Sakamoto: PL da Anistia, que perdoa bandido, é irmão gêmeo da PEC da Blindagem

Atualizado em 20 de setembro de 2025 às 12:50
Câmara dos Deputados. Foto: Bruno Spada

Por Leonardo Sakamoto, no UOL

Chamar as coisas pelo seu nome real ajuda a compreender como elas estão inseridas no roteiro desta grande pornochanchada chamada Brasil. A partir do momento em que são condenados por organização criminosa armada e por tentar roubar a democracia, os réus podem ser chamados de criminosos, com respaldo judicial. Em suma, bandidos.

Tão ou mais bandido que deputado ou senador que desvia dinheiro de emendas parlamentares para bancar o seu coquetel de camarão na beira da piscina ou o caixa dois de sua reeleição. Pois, sob qualquer ótica que não seja míope, abolir o Estado democrático de direito é algo com consequências muito mais graves do que aquele sujeito que rouba um pacote de carne no mercado. E, depois, é espancado pelos seguranças, preso pela polícia e condenado pela Justiça. Só que o ladrão de carne vai ser sempre bandido e o que rouba emenda e democracia não aceita nada menos que doutor.

Considerando uma sociedade hipócrita que, não raro, chama sonegador bilionário de herói, faz sentido.

Chamar de golpista a turma que tentou transformar a democracia brasileira em geleia é correto do ponto de vista formal, mas não passa à população a real dimensão da encrenca. Todo mundo entende o que é um ladrão de carros, mas tentar matar a democracia é, por vezes, algo por demais abstrato. Seria melhor chamar os golpistas condenados pelo nome que realmente lhes cabe: bandidos. Não importa se ex-presidente da República, general, almirante ou deputado.

A Câmara dos Deputados resolveu deixar o tapa sexo de lado e desfilar nu diante da população brasileira ao aprovar a PEC das Prerrogativas, quer dizer, a PEC da Blindagem, quer dizer, a PEC da Bandidagem. O objetivo é poder cometer crimes e sair ileso ao garantir que outros deputados, que, potencialmente, podem cometer crimes também, decidam o destino do colega.

Bolsonaristas durante o ataque golpista de 8 de janeiro de 2023. Foto: Sérgio Lima/AFP

São duas propostas para perdoar bandido rico. “Ah, mas e a massa presa no 8 de janeiro de 2023?” Eles têm que acertar contas à Justiça pelos seus atos, mas eles foram usados naquele momento e estão sendo usados agora novamente. Se Bolsonaro tivesse que escolher entre sua anistia e a de centenas de seus seguidores, ele daria uma banana para a massa. E ainda construiria a narrativa de forma que ele esse sacrifício criará mártires do patriotismo [sobe som do hino dos Estados Unidos].

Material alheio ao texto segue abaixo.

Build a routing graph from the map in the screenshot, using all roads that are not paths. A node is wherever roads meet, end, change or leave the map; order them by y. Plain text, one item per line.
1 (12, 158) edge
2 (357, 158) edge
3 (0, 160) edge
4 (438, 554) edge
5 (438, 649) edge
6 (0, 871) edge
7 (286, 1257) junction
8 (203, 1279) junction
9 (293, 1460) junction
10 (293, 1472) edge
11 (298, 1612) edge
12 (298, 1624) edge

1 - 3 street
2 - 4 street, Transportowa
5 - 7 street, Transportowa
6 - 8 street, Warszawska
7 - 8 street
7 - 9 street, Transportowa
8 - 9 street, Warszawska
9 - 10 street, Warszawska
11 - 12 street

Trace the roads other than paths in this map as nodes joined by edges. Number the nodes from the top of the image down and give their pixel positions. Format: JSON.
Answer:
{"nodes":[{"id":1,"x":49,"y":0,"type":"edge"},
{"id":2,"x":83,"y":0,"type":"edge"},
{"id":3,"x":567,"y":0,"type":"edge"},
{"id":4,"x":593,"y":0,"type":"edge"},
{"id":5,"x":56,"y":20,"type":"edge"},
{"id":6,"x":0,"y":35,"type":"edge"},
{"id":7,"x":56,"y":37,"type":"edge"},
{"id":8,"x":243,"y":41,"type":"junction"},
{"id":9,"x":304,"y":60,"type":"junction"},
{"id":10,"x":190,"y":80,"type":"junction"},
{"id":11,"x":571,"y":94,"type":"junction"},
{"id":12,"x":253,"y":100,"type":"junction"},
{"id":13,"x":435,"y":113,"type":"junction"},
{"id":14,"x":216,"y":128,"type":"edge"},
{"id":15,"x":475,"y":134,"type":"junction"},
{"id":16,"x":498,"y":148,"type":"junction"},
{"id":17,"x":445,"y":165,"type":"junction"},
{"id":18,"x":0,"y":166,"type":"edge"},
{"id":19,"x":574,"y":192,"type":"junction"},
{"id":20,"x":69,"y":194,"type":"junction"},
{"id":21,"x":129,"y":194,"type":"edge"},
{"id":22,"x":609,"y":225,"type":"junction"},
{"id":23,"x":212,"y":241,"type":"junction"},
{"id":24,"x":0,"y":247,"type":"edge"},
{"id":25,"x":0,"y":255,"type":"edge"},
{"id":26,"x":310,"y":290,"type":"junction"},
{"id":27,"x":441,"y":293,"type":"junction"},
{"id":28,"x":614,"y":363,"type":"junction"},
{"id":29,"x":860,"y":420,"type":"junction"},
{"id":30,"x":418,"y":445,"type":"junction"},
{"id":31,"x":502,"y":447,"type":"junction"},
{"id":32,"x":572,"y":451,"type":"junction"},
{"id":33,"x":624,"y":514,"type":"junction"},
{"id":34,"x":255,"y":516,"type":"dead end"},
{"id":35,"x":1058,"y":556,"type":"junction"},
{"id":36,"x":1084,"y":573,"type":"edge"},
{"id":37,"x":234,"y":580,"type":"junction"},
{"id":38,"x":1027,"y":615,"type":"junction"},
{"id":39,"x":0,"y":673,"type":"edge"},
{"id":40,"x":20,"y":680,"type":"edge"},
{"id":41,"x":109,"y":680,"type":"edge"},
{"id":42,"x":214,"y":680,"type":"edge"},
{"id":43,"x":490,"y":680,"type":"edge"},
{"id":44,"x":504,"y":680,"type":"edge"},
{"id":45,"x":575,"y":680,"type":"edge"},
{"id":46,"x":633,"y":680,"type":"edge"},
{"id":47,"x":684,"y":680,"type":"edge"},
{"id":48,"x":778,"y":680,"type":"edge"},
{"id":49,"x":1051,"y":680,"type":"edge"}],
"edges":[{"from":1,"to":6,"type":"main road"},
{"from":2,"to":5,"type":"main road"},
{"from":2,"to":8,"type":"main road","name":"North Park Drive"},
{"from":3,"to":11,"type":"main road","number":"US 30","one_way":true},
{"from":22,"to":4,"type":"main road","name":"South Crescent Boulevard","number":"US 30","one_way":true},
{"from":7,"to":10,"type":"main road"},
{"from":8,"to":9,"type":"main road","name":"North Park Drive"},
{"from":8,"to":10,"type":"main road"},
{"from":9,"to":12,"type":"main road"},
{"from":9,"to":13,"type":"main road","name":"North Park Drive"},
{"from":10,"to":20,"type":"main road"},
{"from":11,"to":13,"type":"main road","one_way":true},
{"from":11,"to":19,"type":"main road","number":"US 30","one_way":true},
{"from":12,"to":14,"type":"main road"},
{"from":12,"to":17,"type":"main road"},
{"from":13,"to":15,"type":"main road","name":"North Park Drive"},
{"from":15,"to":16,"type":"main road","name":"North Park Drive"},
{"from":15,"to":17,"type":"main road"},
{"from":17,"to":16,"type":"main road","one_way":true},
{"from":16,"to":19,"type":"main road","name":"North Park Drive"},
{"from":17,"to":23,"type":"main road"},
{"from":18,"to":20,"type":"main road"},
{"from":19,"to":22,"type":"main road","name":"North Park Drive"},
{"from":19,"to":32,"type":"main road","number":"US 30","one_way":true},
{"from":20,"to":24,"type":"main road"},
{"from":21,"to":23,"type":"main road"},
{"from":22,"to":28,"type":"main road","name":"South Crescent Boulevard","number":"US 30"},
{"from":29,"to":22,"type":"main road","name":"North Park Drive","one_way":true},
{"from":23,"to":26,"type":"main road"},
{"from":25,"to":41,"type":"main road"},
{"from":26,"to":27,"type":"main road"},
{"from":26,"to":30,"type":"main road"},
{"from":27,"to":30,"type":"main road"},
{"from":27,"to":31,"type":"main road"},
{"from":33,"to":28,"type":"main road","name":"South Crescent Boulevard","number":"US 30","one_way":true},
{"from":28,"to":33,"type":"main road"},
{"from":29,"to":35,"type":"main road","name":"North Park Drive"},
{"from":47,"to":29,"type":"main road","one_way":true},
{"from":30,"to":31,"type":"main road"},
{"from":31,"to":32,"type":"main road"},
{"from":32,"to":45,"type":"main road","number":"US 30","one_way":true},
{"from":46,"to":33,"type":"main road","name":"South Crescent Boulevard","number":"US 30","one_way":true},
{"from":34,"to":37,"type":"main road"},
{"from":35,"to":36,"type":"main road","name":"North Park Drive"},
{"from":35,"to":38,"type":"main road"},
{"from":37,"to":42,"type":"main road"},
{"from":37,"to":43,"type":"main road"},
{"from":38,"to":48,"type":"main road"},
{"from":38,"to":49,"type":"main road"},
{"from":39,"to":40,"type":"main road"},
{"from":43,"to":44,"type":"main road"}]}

A PC da Bandidagem e o PL da Anistia são a mesma coisa. Por mais que os crimes perdoados sejam diferentes, a ideia de que há uma casta que não precisa responder por seus crimes, protegida pelo Poder Legislativo, é a mesma.

E pouco importa que, agora, estão tentando rebatizar o segundo projeto de PL da Dosimetria, pois, no plenário da Câmara, a extrema direita precisa de maioria simples para mudar o que o relator apontou e abrir uma brecha para Jair.

Ninguém aqui é uma marmota, claro que sabemos todos que há dinâmicas diferentes envolvidas nos dois projetos. E que boa parte do centrão não é a favor de golpe de Estado. Mas isso é irrelevante: a partir do momento em que vota para perdoar bandido que tentou golpe de Estado, passa a ser conivente e cúmplice.

No final, o Supremo Tribunal Federal vai vetar uma anistia inconstitucional, mas o tumulto gerado por essa turma erode ainda mais as instituições da República.

Nem tudo está perdoado ou pode ser justificado em nome da articulação, da composição, da governabilidade. A História vai lembrar disso. E, antes dela, os eleitores.